Flight 93 was the fourth and final plane to be highjacked on Sept. 11 by four al-Qaida terrorists on a suicide mission aimed at the Capitol in Washington, D.C. Passengers and crew members used seatback phones to call loved ones and authorities and learned of the first two attacks, on the World Trade Center in New York City and the Pentagon in Washington, D.C. Realizing their hijacking was part of a broader attack, they took a vote to fight back and try to gain control of the plane. It was a heroic act that spared countless more lives.
"What they did was amazingly dramatic," Grandcolas said. It was "a selfless act of love to conquer hate." Outlines of the plan were relayed in phone calls and captured on the cockpit voice recorder, though many families will never know the specific roles their loved ones played.
Grandcolas believes that Lauren was involved. A hard-charging advertising sales consultant with a big heart and a zest for life, Lauren was athletic and outgoing and trained as an EMT because she wanted to be able to help people in crisis situations.
"Lauren was a doer, she was not going to sit there idly," he said. He imagines her taking part in the planning of how to wrest control of the plane, gathering intelligence and knowing that time was running short. "She would have been tapping her watch to say, We've got to do something fast.''' For years, Grandcolas bristled at the term "9/11 anniversary." An anniversary is something to celebrate. But the 20th anniversary is an important one, Grandcolas said, adding that he plans to travel to Pennsylvania to visit the Flight 93 National Memorial for the first time since 2003.
Grandcolas attended the first two annual memorials at the Pennsylvania crash site and then stopped, finding it too painful. Instead, in years thereafter, he would spend Sept. 11 doing things Lauren loved, like going for a bike ride or a quiet walk on the beach.
"Every year it's a gut punch," he said in an interview near his home in Pebble Beach, Calif. "We will live with the scars the rest of our lives." Grandcolas struggled with depression and survivor's guilt in the aftermath of the tragedy. With the help of therapy, he came to see Lauren's message from the plane as meant to reassure him and her family and "to let us know that she was OK with what was transpiring." That unworldly image he saw in the sky the morning of Sept. 11 took on new meaning as he healed: "It didn't dawn on me until later that the vision was Lauren.'' He would hear her voice in times of struggle, telling him to get up and keep living his life.

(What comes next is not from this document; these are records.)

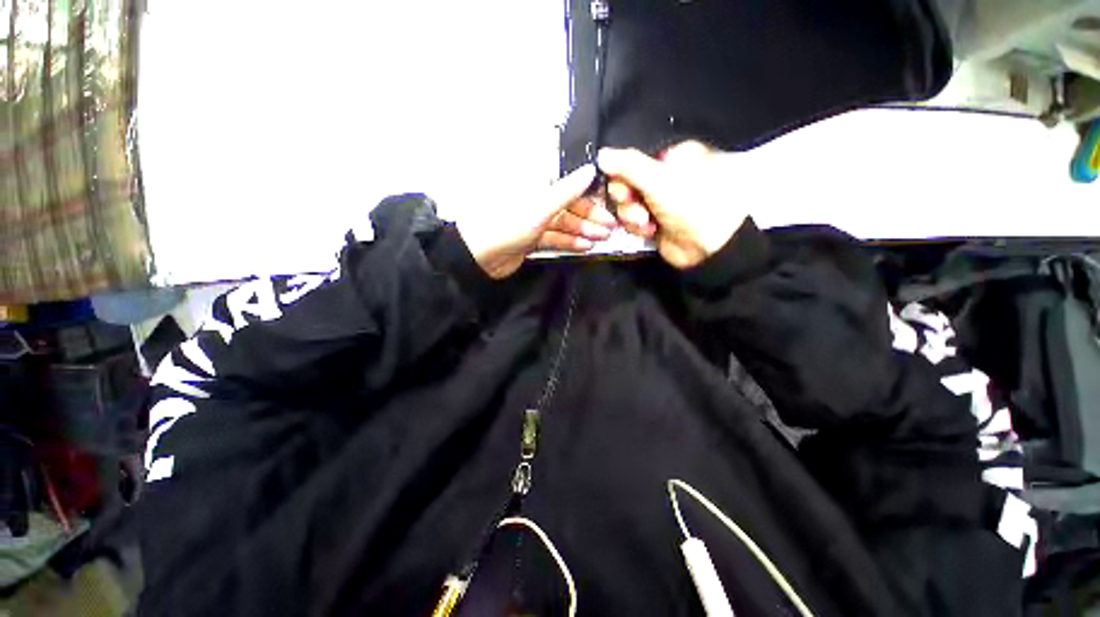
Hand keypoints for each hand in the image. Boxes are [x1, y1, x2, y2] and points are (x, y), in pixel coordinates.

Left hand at [457, 165, 617, 278]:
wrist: (479, 255)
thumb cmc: (508, 223)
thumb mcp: (540, 206)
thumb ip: (566, 191)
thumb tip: (591, 169)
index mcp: (534, 183)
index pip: (568, 185)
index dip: (589, 195)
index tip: (610, 204)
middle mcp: (535, 199)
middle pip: (568, 206)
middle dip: (589, 217)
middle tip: (611, 228)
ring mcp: (533, 220)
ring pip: (563, 223)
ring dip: (583, 230)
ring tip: (602, 238)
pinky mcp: (531, 238)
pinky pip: (554, 237)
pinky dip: (569, 241)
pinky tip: (585, 246)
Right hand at [598, 142, 747, 268]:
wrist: (712, 244)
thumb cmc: (689, 203)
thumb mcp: (658, 179)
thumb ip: (628, 165)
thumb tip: (601, 154)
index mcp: (668, 159)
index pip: (631, 163)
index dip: (622, 177)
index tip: (624, 189)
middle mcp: (663, 180)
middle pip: (626, 187)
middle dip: (628, 201)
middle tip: (638, 208)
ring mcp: (659, 205)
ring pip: (628, 208)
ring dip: (632, 217)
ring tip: (647, 223)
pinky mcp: (656, 225)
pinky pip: (634, 224)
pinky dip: (639, 228)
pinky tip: (651, 232)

Grandcolas eventually remarried and moved out of the home he and Lauren had bought in San Rafael, California. Today, he's semi-retired from his career as an advertising executive. He is writing a book about the grieving process that will be a tribute to his unborn child. It will be published in April, when the child would have turned 20.
On the 20th anniversary, Grandcolas finds himself thinking back to how the country came together after 9/11, which he sees as a stark contrast to the division plaguing America today.
"This country was united from sea to shining sea, and today, maybe now, would be a good time to let the divisiveness drop," he said.